We waited for well over an hour, and I kept asking Dorian if he needed to go potty. He kept saying, “No.” and I had to consider pulling the dad card and making him go. But I decided to trust him, and it worked out okay (whew). I had brought snacks with me, but I chose not to offer any food because I didn’t know what was going on with Maiko’s tummy. I didn’t want her to throw up again on the way back, if possible. I also knew that if I offered some to Dorian, I would create one hell of a situation for all the people in that room if I were to deny Maiko some, too. She can get pretty loud!
I did my best to keep them entertained and distracted from any signs of hunger or thirst. We spent a lot of time (way too much time) looking out the window and commenting on the sun, clouds, and birds. Maiko did her fair share of walking around, smiling and giving high fives to people in the room. I was relieved when we were finally cleared to return to mom’s school. Further relief was found when we opened the car doors and it didn’t wreak of vomit. That meant I did a proper cleanup!

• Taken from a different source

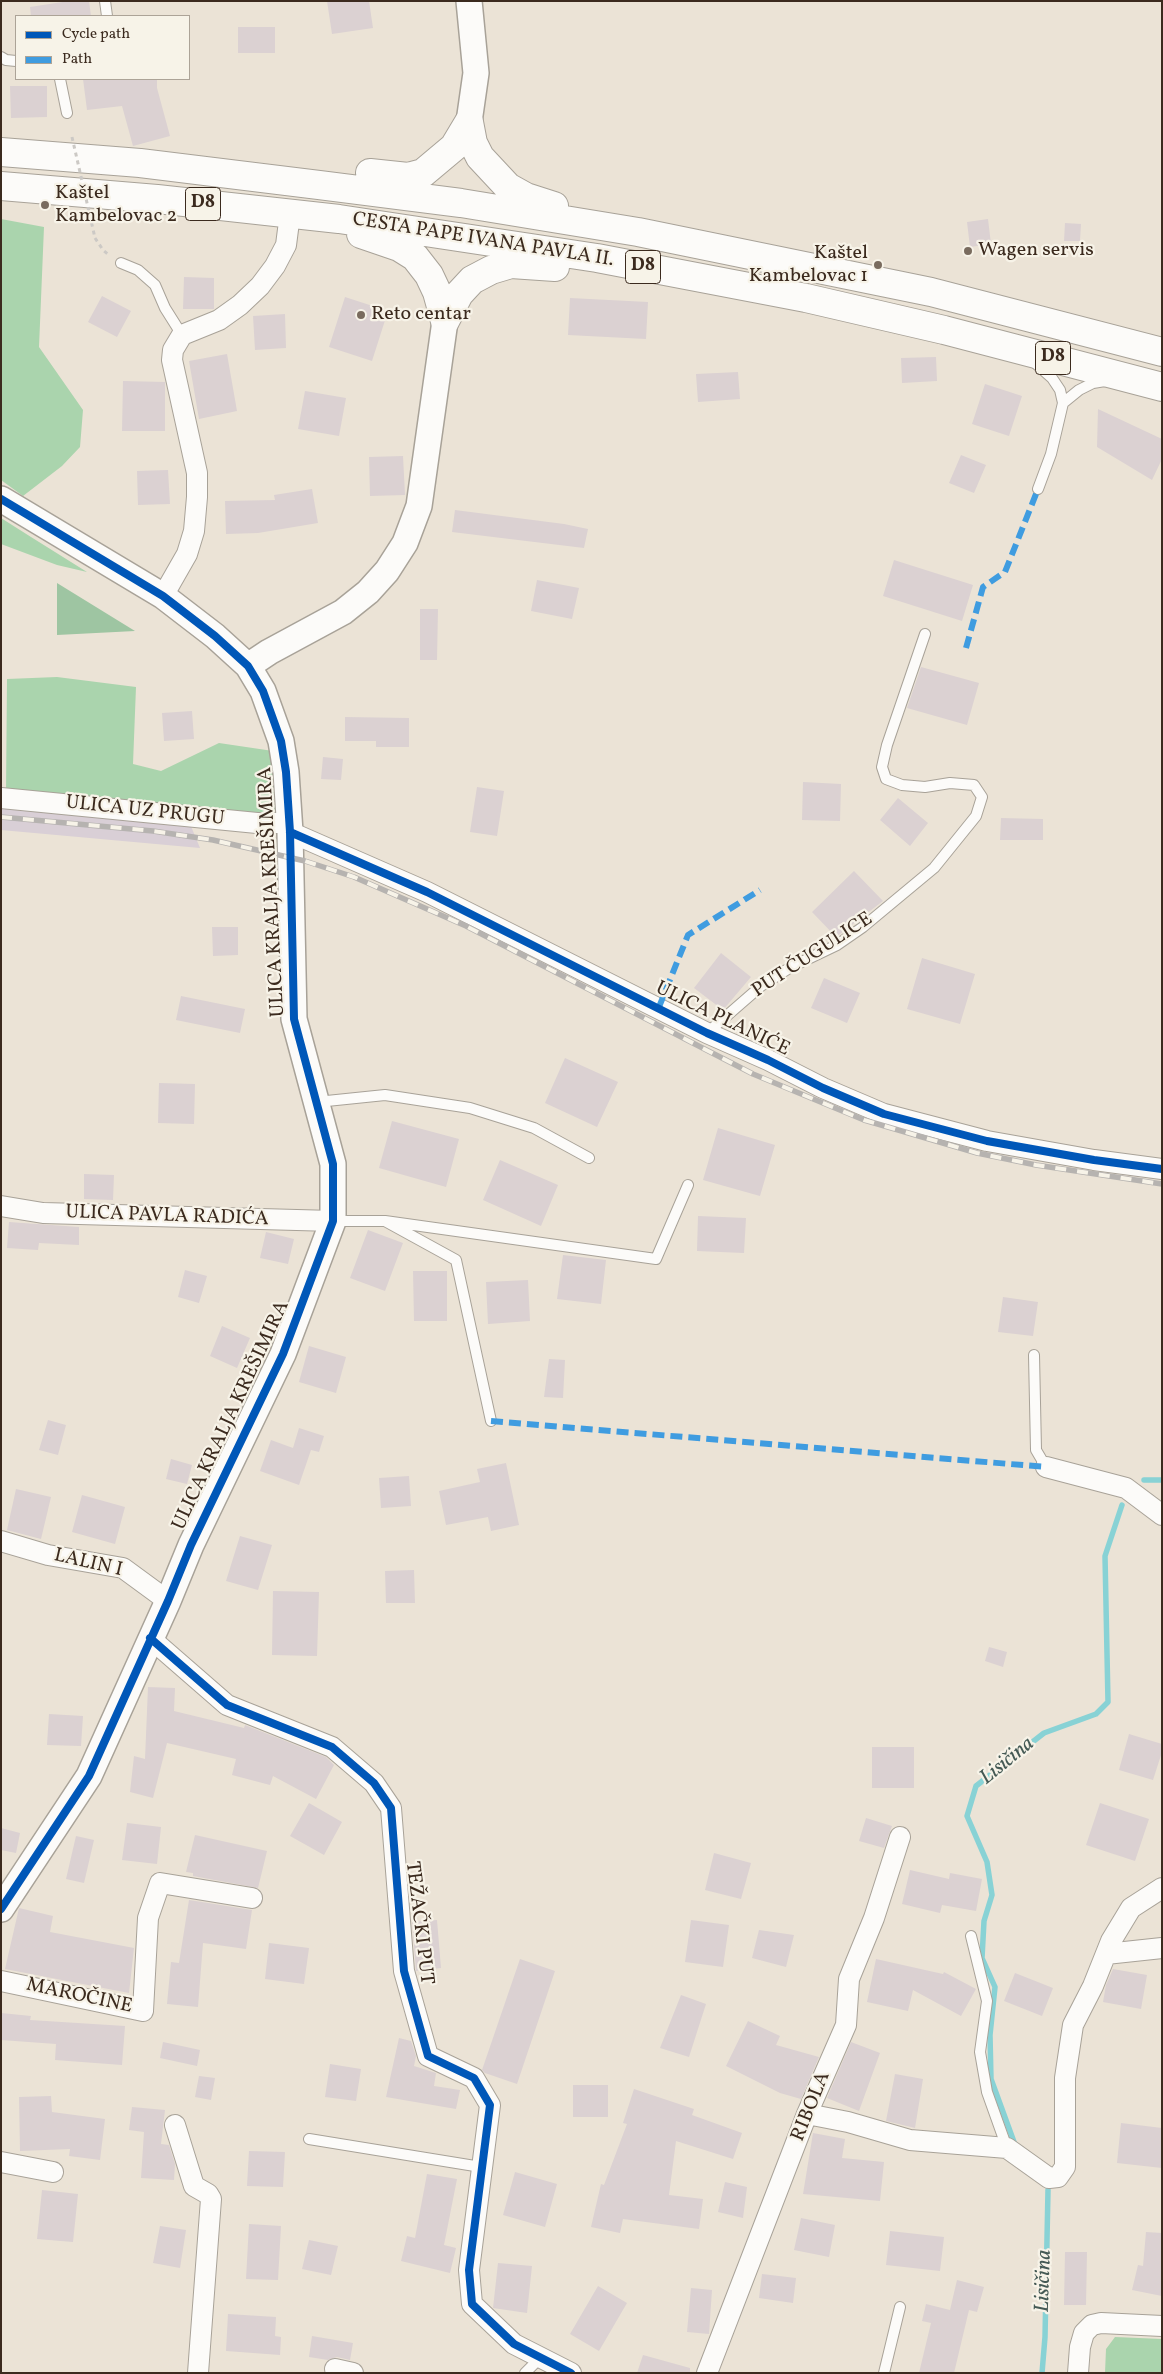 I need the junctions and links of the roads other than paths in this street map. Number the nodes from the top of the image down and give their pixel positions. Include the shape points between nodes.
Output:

When we got back to campus, we were going to meet Angie for lunch. Maiko had no shirt, so we made a quick pit-stop at the school store. Fortunately, they had some toddler-sized t-shirts available! I purchased one and put it on her. It was funny to see Angie’s reaction when we paraded into her room. “What’s up with the shirt?,” she asked with a smile, while I sighed and began the re-telling of that morning’s events.
Maiko was fine after that, so it seemed to be a one-off type of thing. What timing, though! Later that afternoon, I was talking to her about what happened in the car and Maiko kept saying, “BLAH, oats come out o’er there. BLAH!” Thanks, Maiko, for making a memory out of what probably would have been a forgettable morning!